Indeed, Mr. Howard does an excellent job of conjuring the sordid, freakish environments in which Punch often found refuge in his adopted country. For those who instinctively associate Punch and Judy with nothing more boisterous than a five-year-old's birthday party, this will likely be an eye-opener. Punch was popular in concert saloons: "low-class drinking establishments that provided cheap entertainment and female companionship" and that were often the object of police raids.

He was at home, too, in the "uniquely American" Dime Museums--contemporarily characterized as "the true underworld of entertainment"--which featured dwarfs, fat ladies, thin men, conjoined twins, double- and quadruple-amputees, "mermaids," and "dog-faced boys" alongside jugglers, ventriloquists, magicians, and snake charmers. (All of which makes Punch's appeal to America's aristocracy that much more remarkable: Punch was flexible enough to perform "blue" or "clean," as circumstance required.)

It's in the context of Punch's disreputable digs that Mr.
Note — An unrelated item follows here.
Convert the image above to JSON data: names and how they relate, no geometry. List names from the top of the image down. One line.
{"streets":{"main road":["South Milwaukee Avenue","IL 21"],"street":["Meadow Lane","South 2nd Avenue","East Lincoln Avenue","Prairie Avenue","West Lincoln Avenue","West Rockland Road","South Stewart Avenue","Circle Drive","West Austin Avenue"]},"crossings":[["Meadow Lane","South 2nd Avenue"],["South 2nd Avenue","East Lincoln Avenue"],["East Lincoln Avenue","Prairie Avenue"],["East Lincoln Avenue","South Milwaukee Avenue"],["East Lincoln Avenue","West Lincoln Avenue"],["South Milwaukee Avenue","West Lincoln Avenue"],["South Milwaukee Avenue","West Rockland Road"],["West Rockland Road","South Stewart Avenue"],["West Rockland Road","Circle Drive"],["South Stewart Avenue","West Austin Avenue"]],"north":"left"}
Howard seeks to make good on his second goal: to explore how Punch reflects attitudes of his time and place. Mr. Howard rightly points to casual racism and xenophobia as distinctly American aspects of Punch--"Darkies," "Chinamen," "Indians," Germans, Irishmen, and Jews were all mocked in the show--reflecting the same prejudices then entrenched in popular culture and society at large.
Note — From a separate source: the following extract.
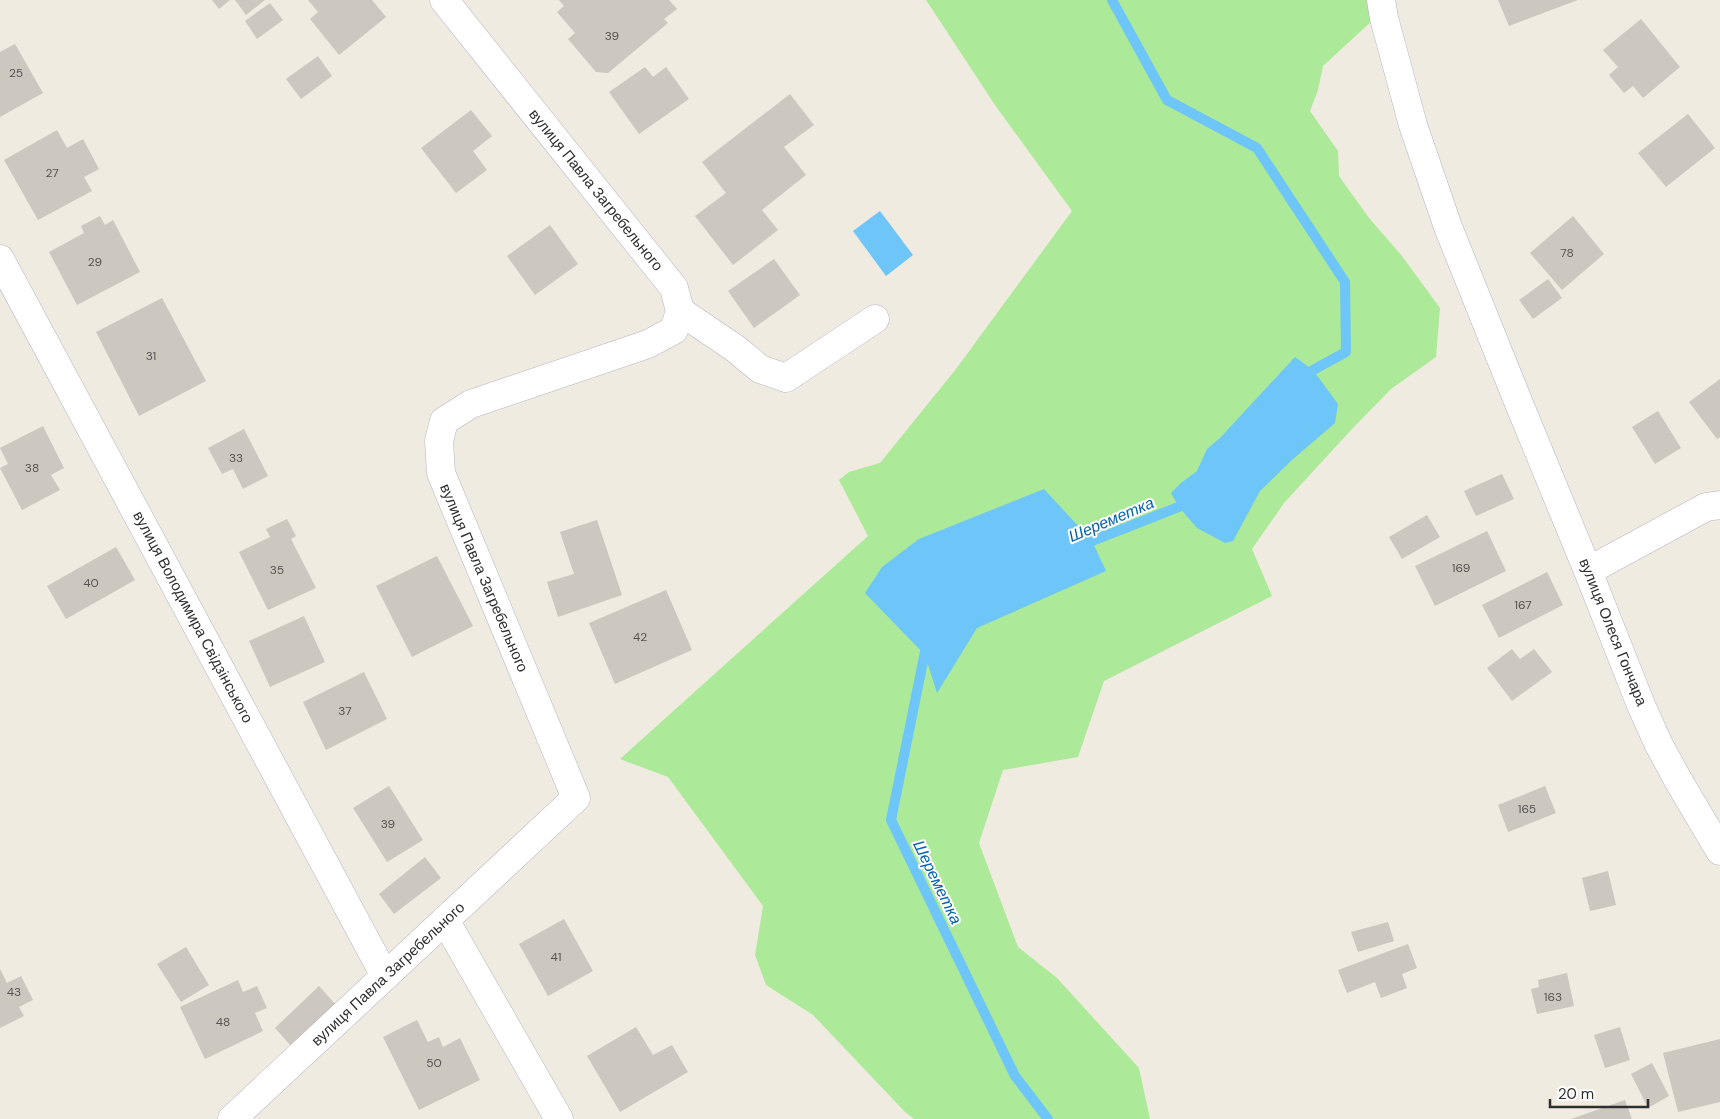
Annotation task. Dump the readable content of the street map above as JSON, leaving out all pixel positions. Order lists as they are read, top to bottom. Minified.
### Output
{"streets":{"street":["вулиця Павла Загребельного","вулиця Володимира Свідзінського","вулиця Олеся Гончара"]},"crossings":[["вулиця Павла Загребельного","вулиця Володимира Свідзінського"]],"water":["Шереметка"],"house_numbers":["39","25","27","78","29","31","33","38","169","35","40","167","42","37","165","39","41","43","163","48","50"],"scale_bar":"20 m"}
But then there's talk of Punch as a response to "the nineteenth-century need for the experience of human solidarity" and "a yearning for unity," of "the resolution of fragmentation into wholeness" and "a time of changing feelings about what it means to be human," of "diversity studies," and a non-committal reference to racism in Huck Finn ("some critics have detected racist elements...").

This is the stuff of political correctness and the 21st century academy, and one can easily imagine Punch's response, he who suffers no one's ego but his own. Put a puppet of the author on stage, and Punch and his stick would make quick work of him, just as Punch has always hobbled the authority figures of his day. There, for better or worse, is the universalism of Punch. He's the eternal child in us: silly and cruel, playful and narcissistic, constantly put upon, the puncturer of pretention, the breaker of rules.
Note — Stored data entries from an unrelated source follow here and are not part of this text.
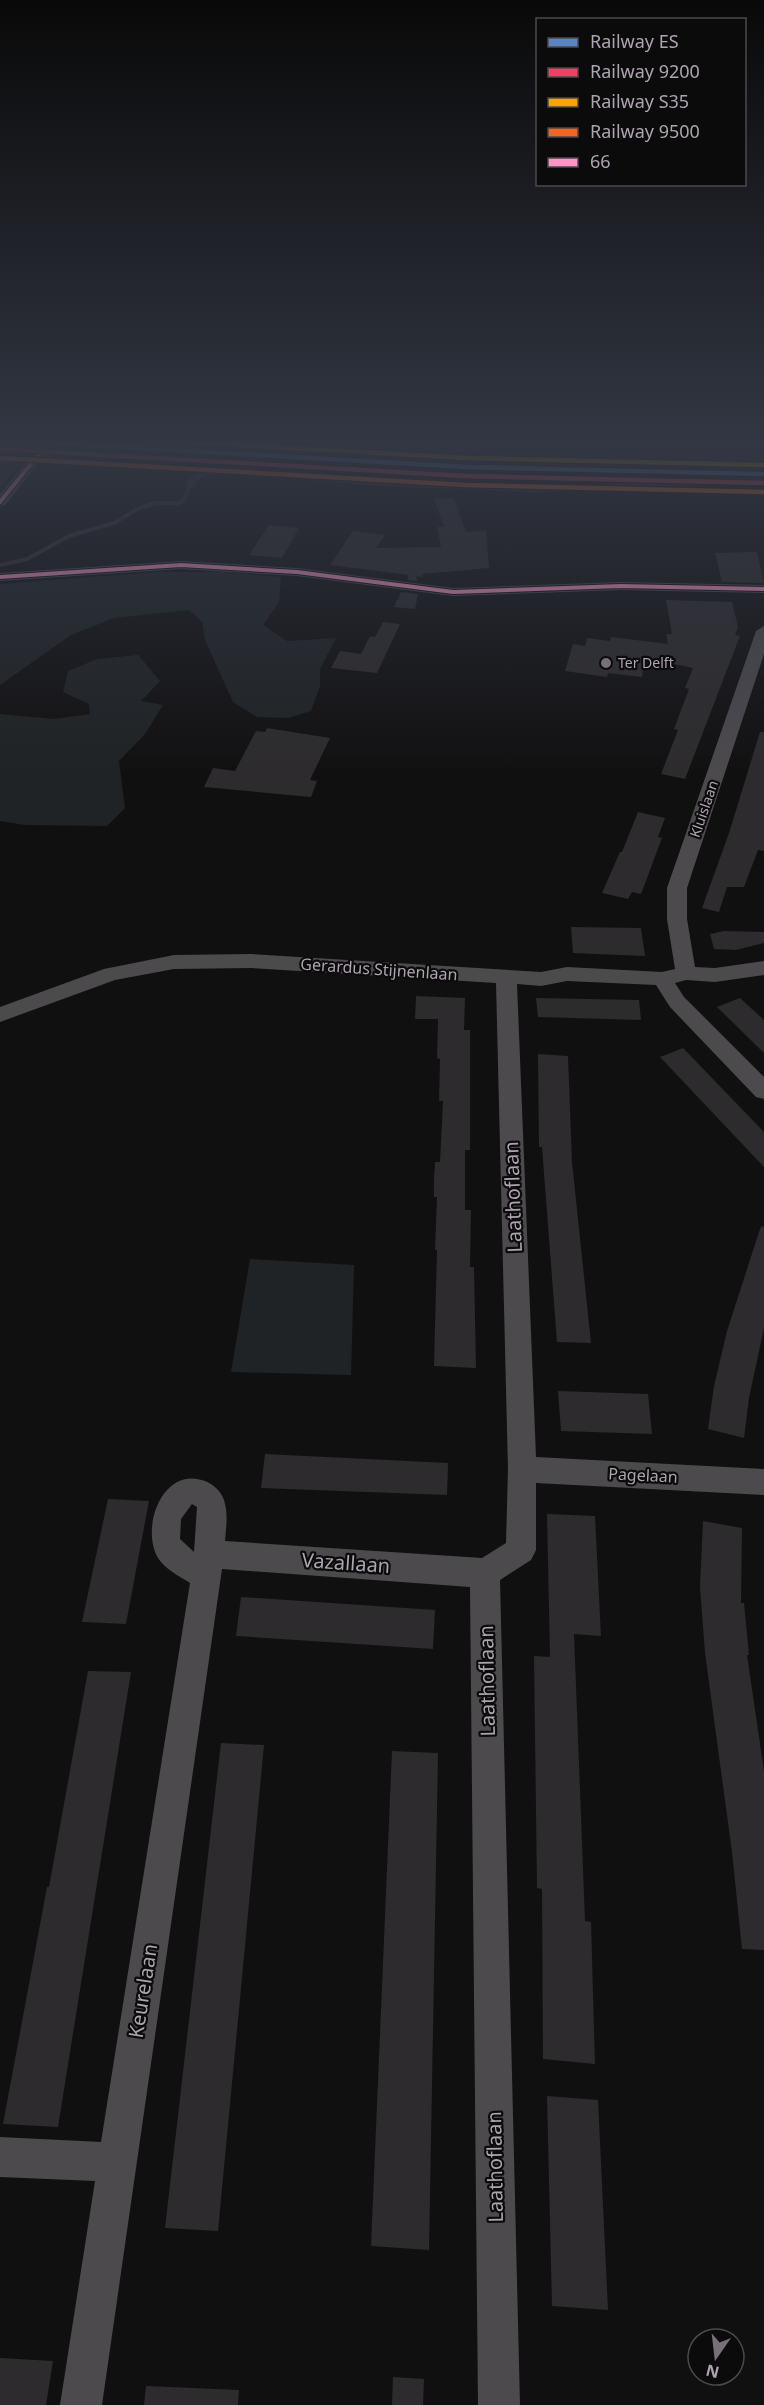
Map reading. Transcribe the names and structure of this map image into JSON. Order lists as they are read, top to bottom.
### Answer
{
  "streets": {
    "street": [
      "Kluislaan",
      "Gerardus Stijnenlaan",
      "Laathoflaan",
      "Pagelaan",
      "Vazallaan",
      "Keurelaan"
    ]
  },
  "crossings": [
    ["Kluislaan", "Gerardus Stijnenlaan"],
    ["Gerardus Stijnenlaan", "Laathoflaan"],
    ["Laathoflaan", "Pagelaan"],
    ["Laathoflaan", "Vazallaan"],
    ["Vazallaan", "Keurelaan"]
  ],
  "places": ["Ter Delft"],
  "lines": ["transit line 66"],
  "legend": [
    "Railway ES",
    "Railway 9200",
    "Railway S35",
    "Railway 9500",
    "66"
  ],
  "north": "bottom"
}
Despite this, Punch today seems past his prime. That's partly because the Professors who bring him to life are too often stuck--and have stuck him--in Mr. Howard's 19th century. Punch was never meant to be the museum piece he's become. But when showmen find contemporary ways to express Punch's essence, as some do, then his step becomes spry once more and his future seems, if not certain, then at least plausible.